TASK GOAL:
Print the entries below exactly as they appear, from the first line up to and including the line with "index pip: (54, 204)". Do not print any pictures.

--- DATASET RECORDS Enclosed Below ---

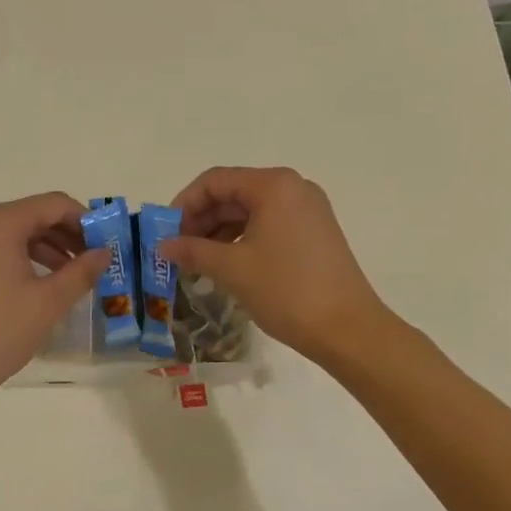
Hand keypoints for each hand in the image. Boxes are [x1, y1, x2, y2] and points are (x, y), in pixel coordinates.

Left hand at [0, 191, 106, 406]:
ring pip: (17, 231)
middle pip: (34, 214)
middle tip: (96, 259)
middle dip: (68, 234)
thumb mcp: (48, 301)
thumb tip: (105, 253)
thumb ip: (82, 271)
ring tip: (76, 274)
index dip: (86, 220)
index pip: (54, 204)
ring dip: (49, 247)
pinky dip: (26, 257)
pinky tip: (45, 281)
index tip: (108, 243)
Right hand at [160, 167, 387, 365]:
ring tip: (197, 262)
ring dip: (220, 232)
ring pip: (250, 210)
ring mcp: (308, 210)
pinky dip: (243, 239)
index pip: (215, 181)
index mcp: (273, 186)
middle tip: (178, 250)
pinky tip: (226, 264)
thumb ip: (193, 251)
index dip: (184, 204)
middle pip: (233, 193)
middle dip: (201, 219)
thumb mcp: (233, 269)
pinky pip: (269, 224)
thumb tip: (162, 246)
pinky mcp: (314, 232)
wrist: (348, 329)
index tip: (165, 232)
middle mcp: (293, 188)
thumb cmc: (287, 291)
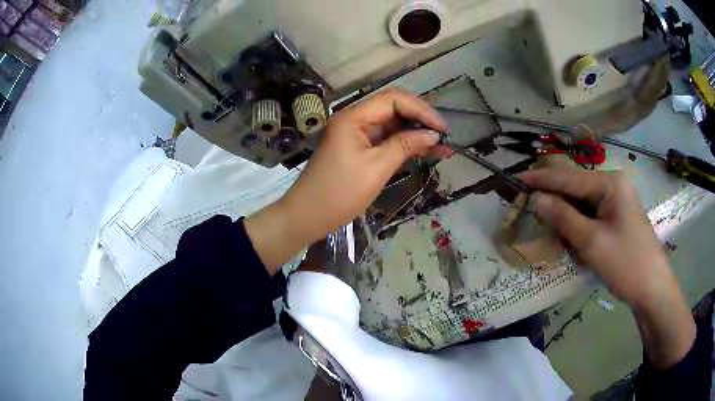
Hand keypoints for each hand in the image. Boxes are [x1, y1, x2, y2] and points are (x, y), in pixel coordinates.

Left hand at [245, 89, 449, 271]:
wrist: (308, 216)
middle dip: (421, 120)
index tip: (442, 128)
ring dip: (416, 134)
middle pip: (394, 109)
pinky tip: (426, 151)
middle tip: (445, 137)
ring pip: (393, 126)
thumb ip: (405, 145)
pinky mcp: (359, 149)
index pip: (393, 99)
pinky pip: (386, 141)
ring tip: (442, 147)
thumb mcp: (377, 168)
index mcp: (354, 116)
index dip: (421, 109)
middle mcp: (355, 119)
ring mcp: (357, 134)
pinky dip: (405, 145)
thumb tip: (433, 134)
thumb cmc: (339, 193)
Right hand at [521, 168, 694, 368]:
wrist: (652, 288)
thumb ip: (564, 217)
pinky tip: (570, 238)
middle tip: (529, 208)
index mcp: (610, 183)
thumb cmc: (626, 264)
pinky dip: (577, 224)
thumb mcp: (592, 242)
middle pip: (576, 187)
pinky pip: (592, 214)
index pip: (569, 177)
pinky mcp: (618, 217)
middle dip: (553, 198)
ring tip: (549, 230)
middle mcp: (614, 185)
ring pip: (582, 202)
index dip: (541, 178)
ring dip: (565, 215)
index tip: (516, 179)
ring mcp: (617, 201)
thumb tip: (536, 198)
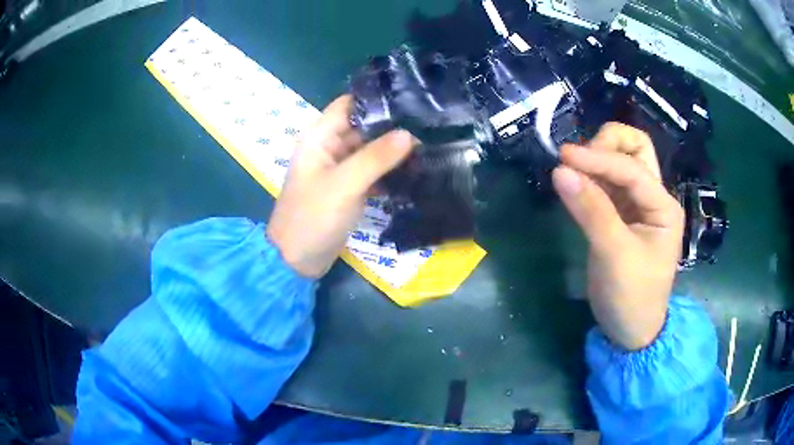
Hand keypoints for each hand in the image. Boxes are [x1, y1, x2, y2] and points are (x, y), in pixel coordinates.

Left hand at [267, 95, 415, 277]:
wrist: (297, 260)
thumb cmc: (312, 217)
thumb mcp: (344, 184)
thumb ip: (376, 157)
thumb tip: (410, 134)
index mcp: (320, 137)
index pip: (350, 104)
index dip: (377, 98)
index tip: (411, 97)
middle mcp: (330, 147)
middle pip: (364, 126)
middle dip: (392, 124)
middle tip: (430, 122)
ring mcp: (340, 169)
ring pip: (370, 149)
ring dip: (394, 148)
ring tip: (430, 141)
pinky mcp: (349, 188)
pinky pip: (372, 171)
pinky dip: (389, 170)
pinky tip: (416, 169)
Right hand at [552, 123, 684, 349]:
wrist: (630, 330)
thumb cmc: (632, 296)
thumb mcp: (615, 255)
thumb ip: (591, 210)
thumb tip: (559, 171)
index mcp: (663, 205)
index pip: (632, 168)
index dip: (599, 158)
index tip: (563, 156)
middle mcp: (653, 197)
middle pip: (635, 149)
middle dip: (608, 144)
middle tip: (579, 160)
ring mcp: (637, 205)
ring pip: (620, 162)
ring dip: (596, 159)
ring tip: (571, 172)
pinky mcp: (620, 215)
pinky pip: (605, 184)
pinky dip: (590, 178)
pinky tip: (574, 186)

--- End of Enclosed DATASET RECORDS ---

ANSWER SPACE:
Hand keypoints for each hand in the image. Boxes are [x1, y1, x2, y2] and points are (x, y), in pixel coordinates.

Left hand at [0, 191, 106, 406]:
ring pip: (17, 231)
middle pip: (34, 214)
middle tip: (96, 259)
middle dip: (68, 234)
thumb mcp: (48, 301)
thumb tip: (105, 253)
thumb ip: (82, 271)
ring tip: (76, 274)
index dip: (86, 220)
index pip: (54, 204)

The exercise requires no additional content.